On 21 November 1920 (Bloody Sunday (1920)) Cooney was one of the Volunteers who shot six British Army Intelligence officers (three were killed) at 28 Upper Pembroke Street, Dublin. After the Anglo-Irish truce of July 1921, Cooney was appointed Officer Commanding (O/C) of the 1st Kerry Brigade, IRA, and reorganised it. He opposed the Anglo-Irish Treaty of 1921 and in March 1922 was appointed Commandant of the 1st Eastern Division of the anti-Treaty IRA in the Irish Civil War.

The same year he was captured by Free State forces and interned in Mountjoy Prison, where he became O/C of the prisoners in C Wing.

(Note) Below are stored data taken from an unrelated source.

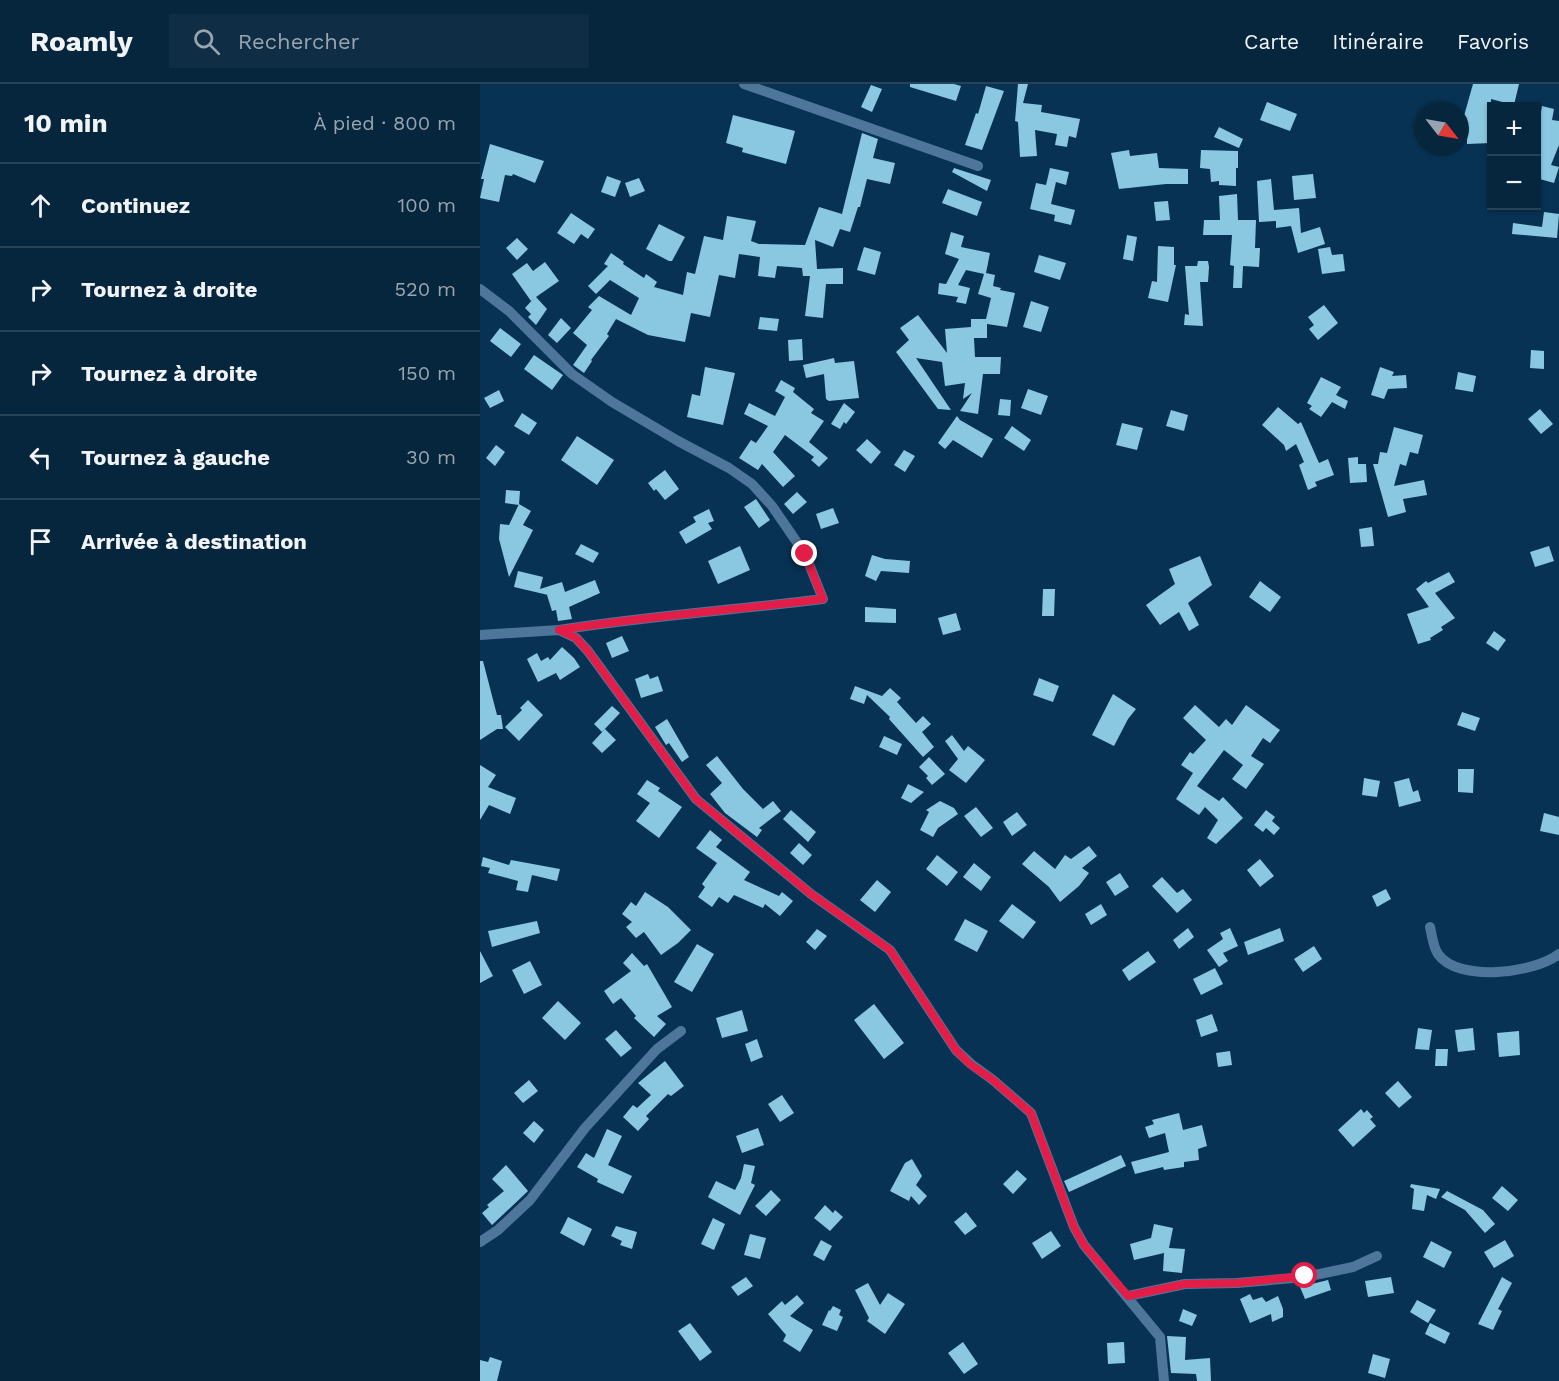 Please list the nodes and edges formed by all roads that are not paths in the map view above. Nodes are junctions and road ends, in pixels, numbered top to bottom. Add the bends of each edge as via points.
1 (744, 84) edge
2 (978, 166) dead end
3 (480, 289) edge
4 (559, 630) junction
5 (480, 635) edge
6 (1430, 927) dead end
7 (1559, 954) edge
8 (681, 1031) dead end
9 (480, 1242) edge
10 (1377, 1256) dead end
11 (1128, 1296) junction
12 (1164, 1381) edge

1 - 2 street
3 - 4 street via 509,310 572,374 612,402 752,484 805,554 823,599
4 - 5 street
4 - 11 street via 576,638 588,651 696,799 811,894 890,950 956,1050 1031,1113 1074,1227 1084,1245
6 - 7 street via 1437,953 1453,967 1482,974 1529,967
8 - 9 street via 657,1049 593,1119 530,1200
10 - 11 street via 1353,1267 1305,1276 1185,1284
11 - 12 street via 1160,1337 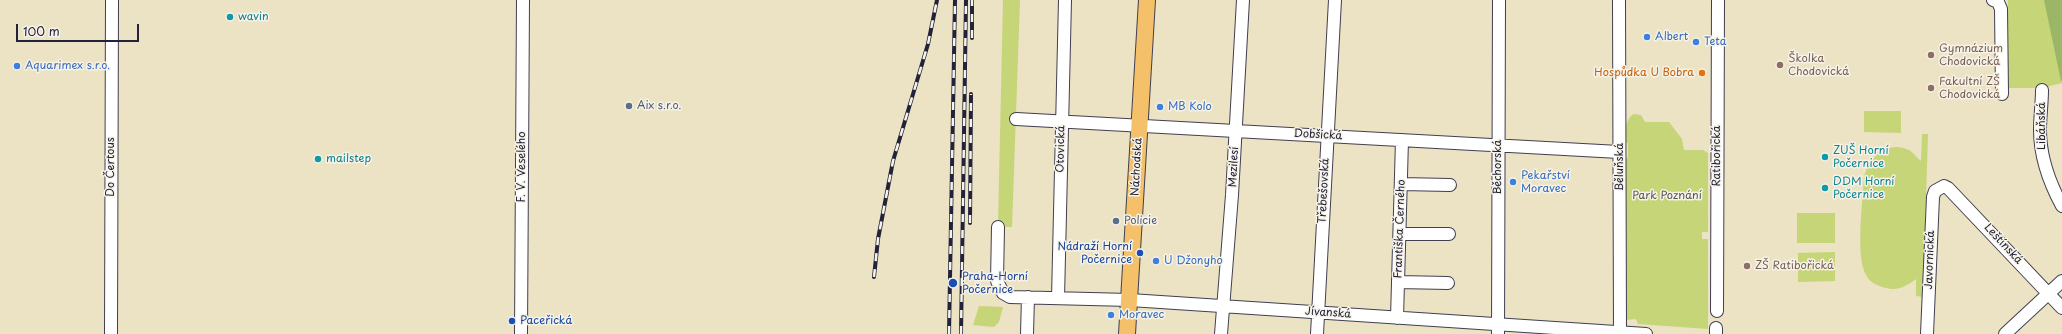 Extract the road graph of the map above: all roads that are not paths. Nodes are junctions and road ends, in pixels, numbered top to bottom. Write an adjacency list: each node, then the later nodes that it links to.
1 (112, 0): 42 (street, Do Čertous)
2 (523, 0): 43 (street, F. V. Veselého)
3 (1065, 0): 14 (street, Otovická)
4 (1147, 0): 15 (main road, Náchodská)
5 (1243, 0): 16 (street, Mezilesí)
6 (1336, 0): 17 (street, Třebešovská)
7 (1499, 0): 19 (street, Běchorská)
8 (1619, 0): 20 (street, Běluňská)
9 (1718, 0): 37 (street, Ratibořická)
10 (1993, 0): 12 (street)
11 (2042, 90): 24 (street, Libáňská)
12 (2002, 94)
13 (1016, 119): 14 (street, Dobšická)
14 (1062, 122): 15 (street, Dobšická); 33 (street, Otovická)
15 (1140, 126): 16 (street, Dobšická); 34 (main road, Náchodská)
16 (1236, 131): 17 (street, Dobšická); 35 (street, Mezilesí)
17 (1327, 136): 18 (street, Dobšická); 38 (street, Třebešovská)
18 (1402, 140): 19 (street, Dobšická); 21 (street, Františka Černého)
19 (1498, 144): 20 (street, Dobšická); 40 (street, Běchorská)
20 (1620, 152): 41 (street, Běluňská)
21 (1401, 184): 22 (street); 26 (street, Františka Černého)
22 (1450, 185)
23 (1939, 188): 31 (street, Leštínská); 49 (street, Javornická)
24 (2062, 206)
25 (998, 227): 32 (street, Jívanská)
26 (1400, 234): 27 (street); 29 (street, Františka Černého)
27 (1449, 234)
28 (2062, 281): 31 (street)
29 (1398, 282): 30 (street); 39 (street, Františka Černého)
30 (1448, 283)
31 (2048, 294): 36 (street, Leštínská); 50 (street)
32 (1028, 297): 33 (street, Jívanská); 44 (street)
33 (1058, 298): 34 (street, Jívanská)
34 (1130, 300): 35 (street, Jívanská); 45 (main road, Náchodská)
35 (1223, 306): 38 (street, Jívanská); 46 (street, Mezilesí)
36 (2062, 308)
37 (1717, 311)
38 (1318, 313): 39 (street, Jívanská); 47 (street, Třebešovská)
39 (1398, 318): 40 (street, Jívanská)
40 (1498, 329): 41 (street, Jívanská)
41 (1620, 333): 48 (street, Jívanská)
42 (111, 334)
43 (521, 334)
44 (1027, 334)
45 (1128, 334)
46 (1221, 334)
47 (1317, 334)
48 (1646, 334)
49 (1927, 334)
50 (2005, 334) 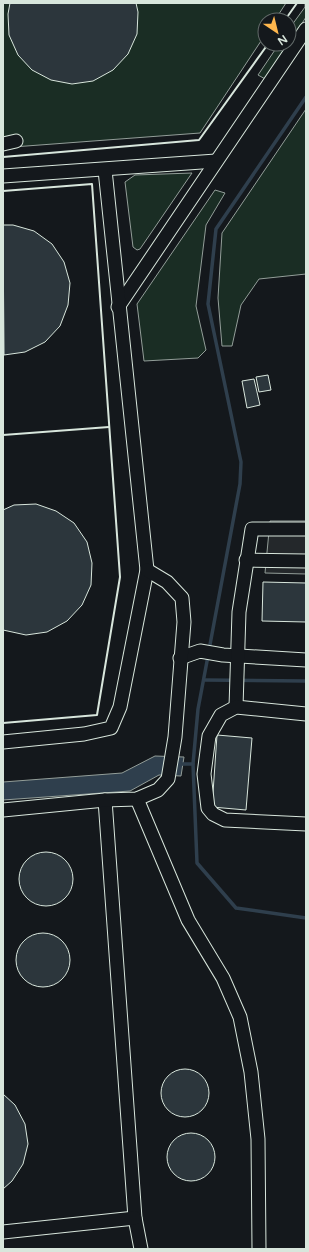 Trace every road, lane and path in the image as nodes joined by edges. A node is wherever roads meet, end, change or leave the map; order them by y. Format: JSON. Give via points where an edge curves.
{"nodes":[{"id":1,"x":306,"y":29,"type":"edge"},
{"id":2,"x":16,"y":141,"type":"dead end"},
{"id":3,"x":3,"y":144,"type":"edge"},
{"id":4,"x":216,"y":161,"type":"junction"},
{"id":5,"x":105,"y":170,"type":"junction"},
{"id":6,"x":3,"y":176,"type":"edge"},
{"id":7,"x":118,"y":307,"type":"junction"},
{"id":8,"x":306,"y":529,"type":"edge"},
{"id":9,"x":246,"y":560,"type":"junction"},
{"id":10,"x":306,"y":561,"type":"edge"},
{"id":11,"x":147,"y":570,"type":"junction"},
{"id":12,"x":238,"y":656,"type":"junction"},
{"id":13,"x":180,"y":658,"type":"junction"},
{"id":14,"x":306,"y":660,"type":"edge"},
{"id":15,"x":236,"y":707,"type":"junction"},
{"id":16,"x":306,"y":714,"type":"edge"},
{"id":17,"x":3,"y":742,"type":"edge"},
{"id":18,"x":137,"y":799,"type":"junction"},
{"id":19,"x":105,"y":800,"type":"junction"},
{"id":20,"x":3,"y":810,"type":"edge"},
{"id":21,"x":306,"y":824,"type":"edge"},
{"id":22,"x":135,"y":1218,"type":"junction"},
{"id":23,"x":3,"y":1232,"type":"edge"},
{"id":24,"x":141,"y":1249,"type":"edge"},
{"id":25,"x":259,"y":1249,"type":"edge"}],
"edges":[{"from":1,"to":4,"type":"lane"},
{"from":2,"to":3,"type":"lane"},
{"from":4,"to":5,"type":"lane"},
{"from":4,"to":7,"type":"lane"},
{"from":5,"to":6,"type":"lane"},
{"from":5,"to":7,"type":"lane"},
{"from":7,"to":11,"type":"lane"},
{"from":8,"to":9,"type":"lane","via":[[252,529]]},
{"from":9,"to":10,"type":"lane"},
{"from":9,"to":12,"type":"lane","via":[[239,612]]},
{"from":11,"to":13,"type":"lane","via":[[167,582],[182,598],[184,622]]},
{"from":11,"to":17,"type":"lane","via":[[120,707],[111,728],[84,734]]},
{"from":12,"to":13,"type":"lane","via":[[200,651]]},
{"from":12,"to":14,"type":"lane"},
{"from":12,"to":15,"type":"lane"},
{"from":13,"to":18,"type":"lane","via":[[175,737],[168,779],[158,790]]},
{"from":15,"to":16,"type":"lane"},
{"from":15,"to":21,"type":"lane","via":[[221,715],[208,736],[204,774],[208,808],[213,814],[225,820]]},
{"from":18,"to":19,"type":"lane"},
{"from":18,"to":25,"type":"lane","via":[[188,920],[223,978],[240,1016],[251,1072],[258,1139]]},
{"from":19,"to":20,"type":"lane"},
{"from":19,"to":22,"type":"lane"},
{"from":22,"to":23,"type":"lane"},
{"from":22,"to":24,"type":"lane"}]}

He accepted responsibility for an attempted escape bid on 10 October 1922 in which a fellow prisoner Peadar Breslin was killed and another man was wounded. He was released in 1924. He succeeded Frank Aiken as Chief of Staff of the IRA in 1925; after eight months in that role, he departed on a fund-raising trip to the United States, but soon returned. Cooney won his only Fitzgibbon Medal with UCD in 1927. His service for the UCD team ended when he qualified as a medical doctor in 1928.

In 1933, Cooney unveiled a memorial to Terence Bellew McManus at the old Republican plot in Glasnevin Cemetery, Dublin. Thereafter, semi-retired from active republicanism, he continued to be a regular orator at gatherings, and he was a founder of the short-lived Cumann Poblachta na hÉireann party in 1936. Cooney emigrated to the United States in the 1940s; he died on 4 August 1968 at Carroll County General Hospital, Carroll County, Maryland, at age 71. Andy Cooney is buried in his native land at Neenagh, Co. Tipperary.